Para preparar a Conferência Livre, realizamos mais de 120 pré-conferências em vários lugares e foi algo muito surpreendente. O bloco já está na rua. E acho que a 17ª será fundamental. É preciso a retomada das conferências. E fomos nós, da saúde, que inauguramos isso. O único conselho nacional que não foi destruído durante o governo atual foi o Conselho Nacional de Saúde (CNS), porque está previsto em lei. Veja a importância dessa movimentação que criou barreiras e resistências intransponíveis, já que não conseguiram destruir nem desativar o CNS. Em relação à 17ª, com o lema “Amanhã será outro dia”, estamos trabalhando para que seja uma conferência absolutamente vigorosa, que possa expressar o anseio da população brasileira por um novo momento. E acho importante dizer sobre a violência que ocorreu na reta final da eleição: essa escalada tem o objetivo da intimidação, do medo, de querer ganhar no grito. A violência é a antítese da política. Mas acho que o Brasil está criando uma frente de salvação nacional equivalente. Já temos aqui na América Latina uma articulação que está se constituindo com a vitória, na Colômbia, de Gustavo Petro e Francia Márquez. E eles também estão enfrentando essa mesma violência endêmica que nós temos aqui, sendo que a nossa atualmente está mais epidêmica. E é preciso ter clareza que nada disso acontece à toa. Existem grandes lobbies nessa guerra híbrida da extrema direita global que é o capital ligado à indústria de armamentos, que está a pleno vapor no Brasil; a questão do garimpo, com um projeto bilionário de capitalismo extrativista, que queima a Amazônia e tudo o que vê pela frente. Isso afeta a possibilidade de vida no planeta. O objetivo é desregulamentação de tudo. Mas tenho a esperança de que conseguiremos superar isso.

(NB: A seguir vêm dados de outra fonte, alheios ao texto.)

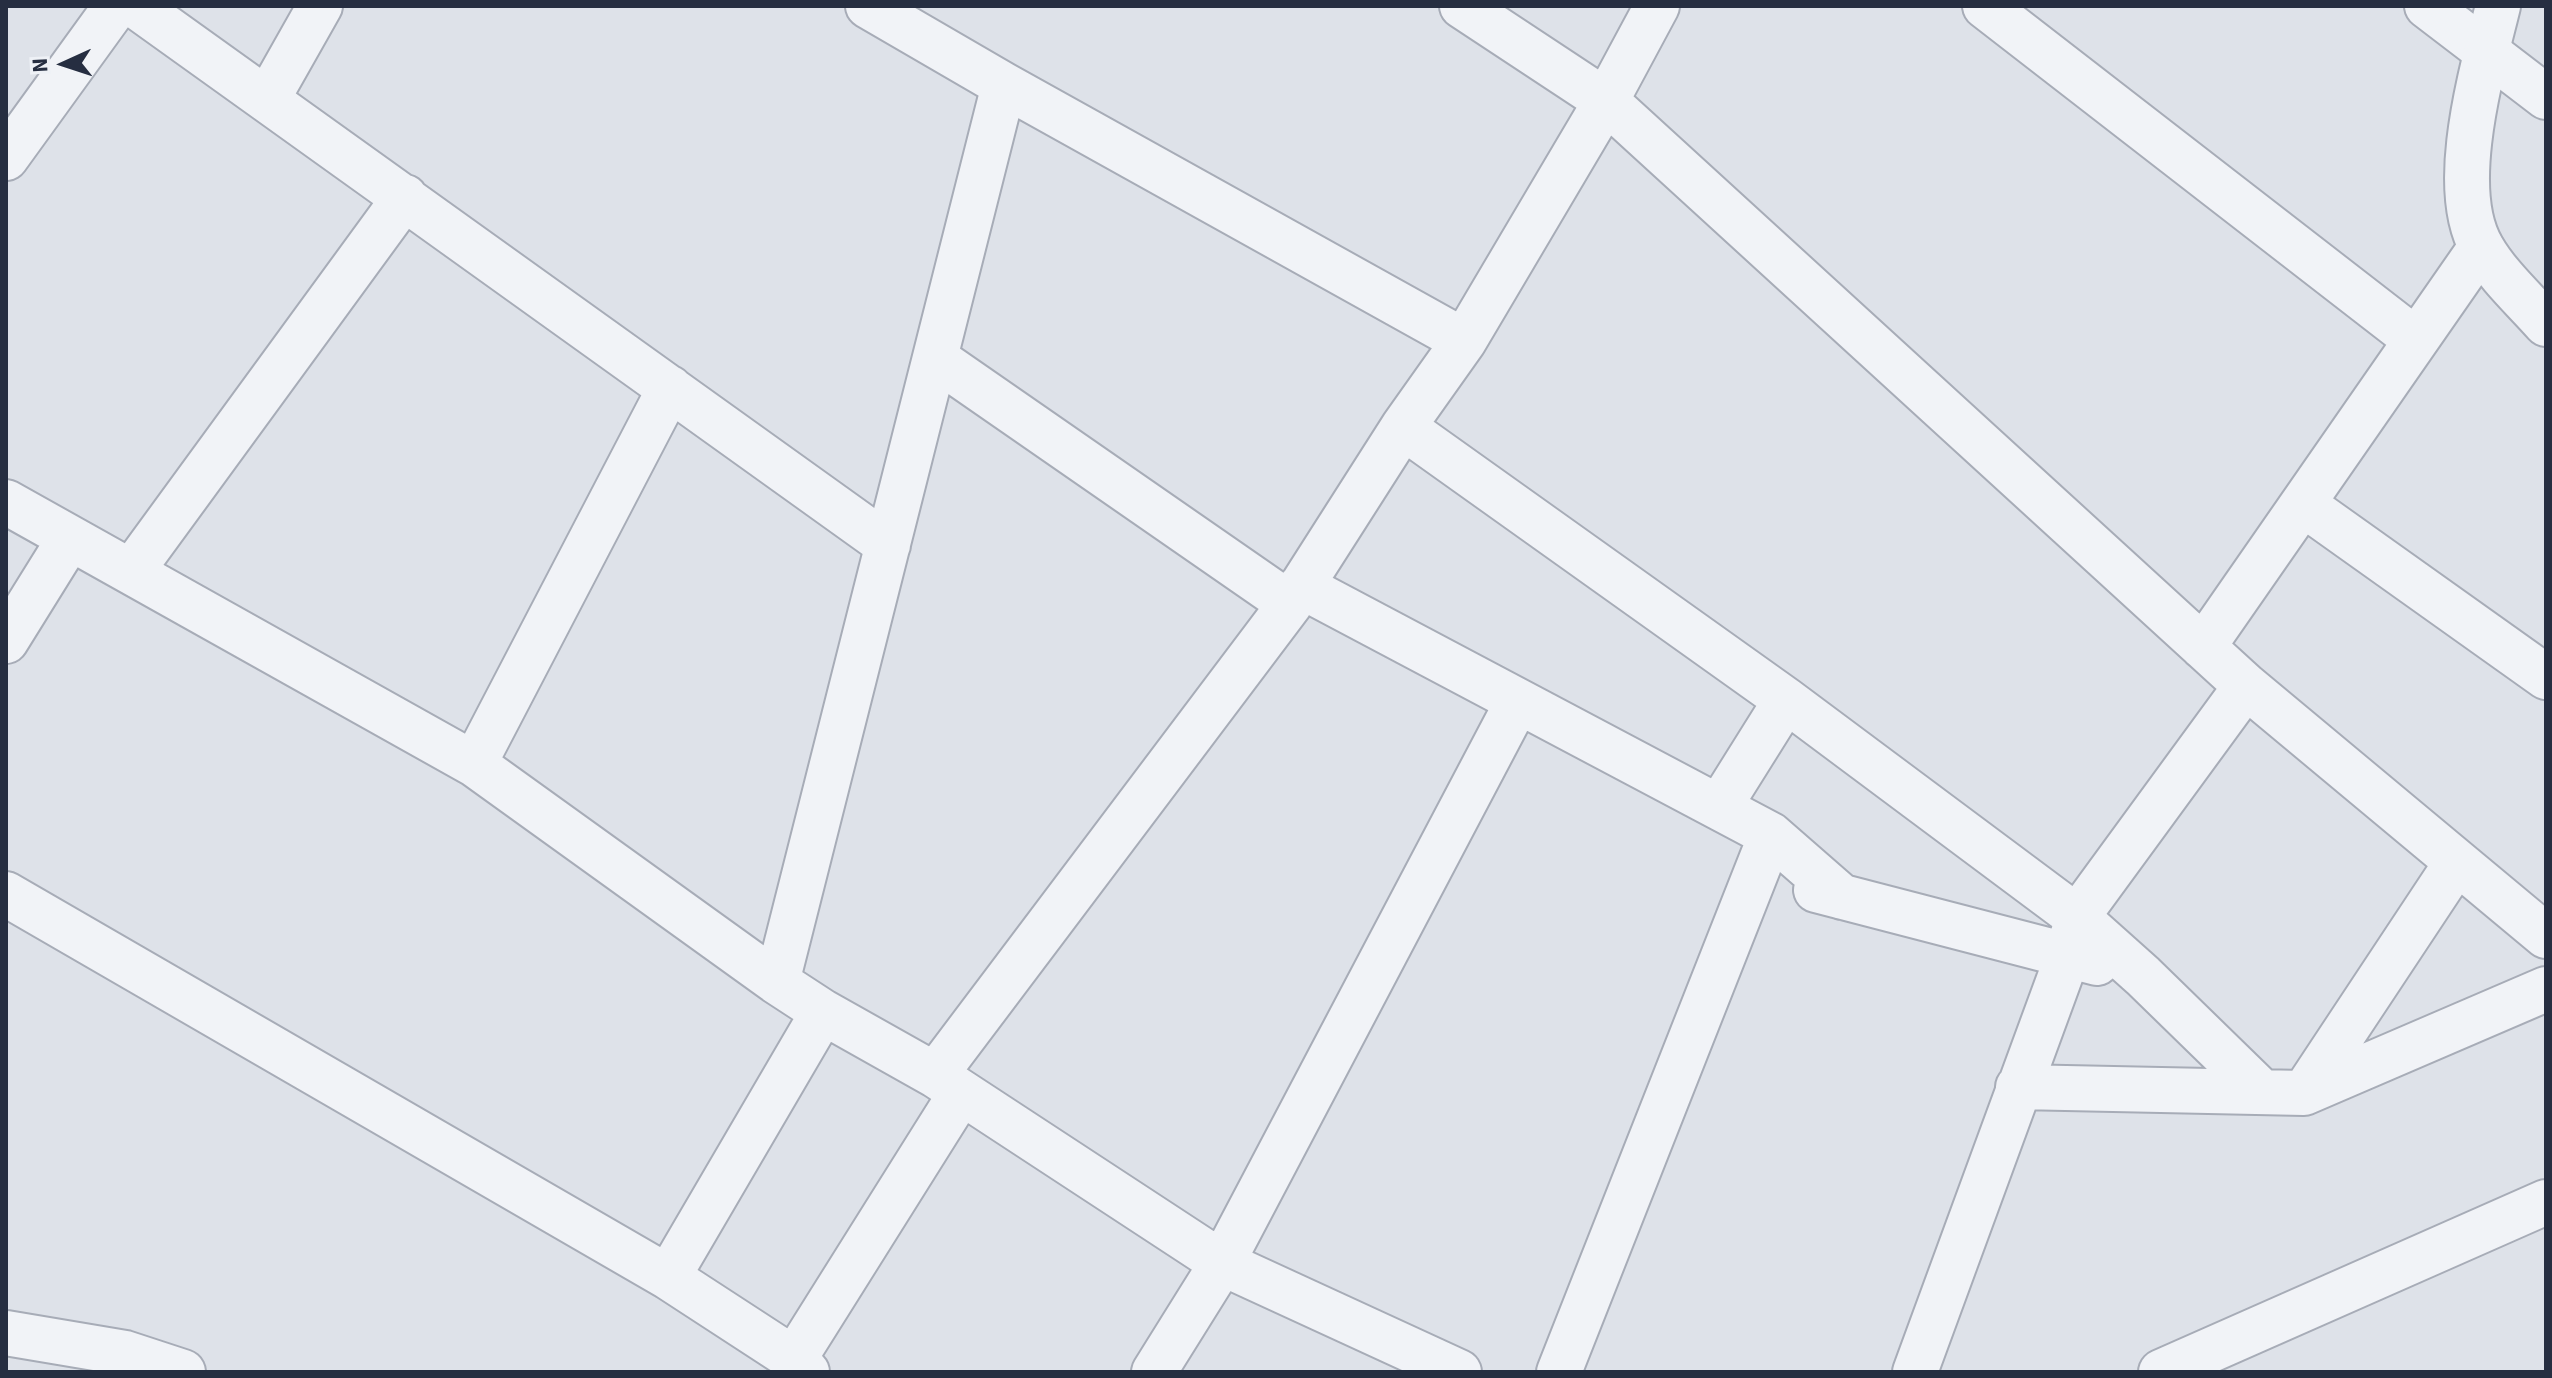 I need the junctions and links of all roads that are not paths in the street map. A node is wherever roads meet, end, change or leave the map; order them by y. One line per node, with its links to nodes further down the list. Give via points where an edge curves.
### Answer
1 (116, 6): 15 (street)
2 (136, 6): 13 (street)
3 (320, 6): 13 (street)
4 (868, 6): 11 (street)
5 (1462, 6): 14 (street)
6 (1657, 6): 14 (street)
7 (1985, 6): 19 (street)
8 (2427, 6): 10 (street)
9 (2498, 6): 10 (street)
10 (2487, 51): 12 (street); 17 (street, via 2467,156 2467,191)
11 (1004, 85): 20 (street); 21 (street)
12 (2546, 97)
13 (268, 98): 16 (street)
14 (1606, 101): 20 (street); 31 (street)
15 (6, 158)
16 (405, 197): 22 (street); 28 (street)
17 (2481, 247): 18 (street); 19 (street)
18 (2546, 324)
19 (2416, 340): 25 (street)
20 (1464, 341): 23 (street)
21 (935, 358): 27 (street); 29 (street)
22 (670, 388): 27 (street); 36 (street)
23 (1403, 427): 29 (street); 34 (street)
24 (6, 502): 26 (street)
25 (2303, 504): 31 (street); 32 (street)
26 (70, 538): 28 (street); 30 (street)
27 (888, 545): 43 (street)
28 (131, 572): 36 (street)
29 (1295, 595): 35 (street); 46 (street)
30 (6, 641)
31 (2203, 647): 33 (street)
32 (2546, 677)
33 (2246, 686): 39 (street); 41 (street)
34 (1786, 700): 37 (street); 41 (street)
35 (1518, 701): 37 (street); 50 (street)
36 (474, 764): 43 (street)
37 (1719, 807): 38 (street)
38 (1763, 855): 41 (street, via 1842,897); 57 (street)
39 (2457, 862): 42 (street); 48 (street)
40 (6, 894): 51 (street)
41 (2072, 936): 47 (street); 48 (street, via 2143,976)
42 (2546, 936)
43 (777, 982): 45 (street)
44 (2546, 989): 48 (street)
45 (823, 1012): 46 (street); 51 (street)
46 (948, 1084): 50 (street); 53 (street)
47 (2018, 1087): 48 (street); 58 (street)
48 (2283, 1092)
49 (2546, 1202): 59 (street)
50 (1222, 1263): 55 (street); 56 (street)
51 (668, 1277): 53 (street)
52 (6, 1333): 54 (street, via 125,1353)
53 (800, 1366)
54 (183, 1372)
55 (1154, 1372)
56 (1459, 1372)
57 (1559, 1372)
58 (1915, 1372)
59 (2161, 1372)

“A população brasileira optou por viver.”

O que esperar do futuro do SUS e do direito à saúde no Brasil? Por que a luta pelo SUS e pela democracia é tão estratégica neste momento? 

A defesa do SUS é vital porque é uma política pública intimamente ligada à vida das pessoas. Na pandemia isso ficou escrachado. As pessoas compreenderam que o SUS é essencial e esteve presente com a questão da vacina. Aquele movimento das pessoas irem se vacinar espontaneamente declarando “Viva o SUS!” é algo muito emocionante. A maior parte da população brasileira não deixou de se vacinar, mesmo com uma campanha contrária vinda do próprio presidente. A população brasileira optou por viver. Isso é a demonstração da importância dessas políticas de produção de dinâmicas sociais de vida, porque estamos nas dinâmicas sociais de produção de morte. E o país precisa produzir dinâmicas sociais e políticas de vida, de cultura, de arte, de alegria, de prazer. O SUS representa isso, representa a possibilidade de criarmos qualidade de vida e bem-estar. Ele foi sabotado e negligenciado, mas não foi destruído. Está aí e ainda é reconhecido. O Brasil está na clandestinidade. E para enfrentar isso só mesmo com a democracia. Em que Brasil nós queremos viver? Não queremos viver nesse sofrimento, nessa exaustão, nessa tortura cotidiana.  

Que Brasil e que saúde você gostaria de ver retratada pelas páginas de Radis nos próximos 10 anos?

O meu sonho é: “Brasil se afirma como uma potência em promover a saúde como direito universal e contribui decisivamente para o mundo na quebra de patentes, para realmente construir a proteção da vida e da saúde dos povos”. Será uma revolução.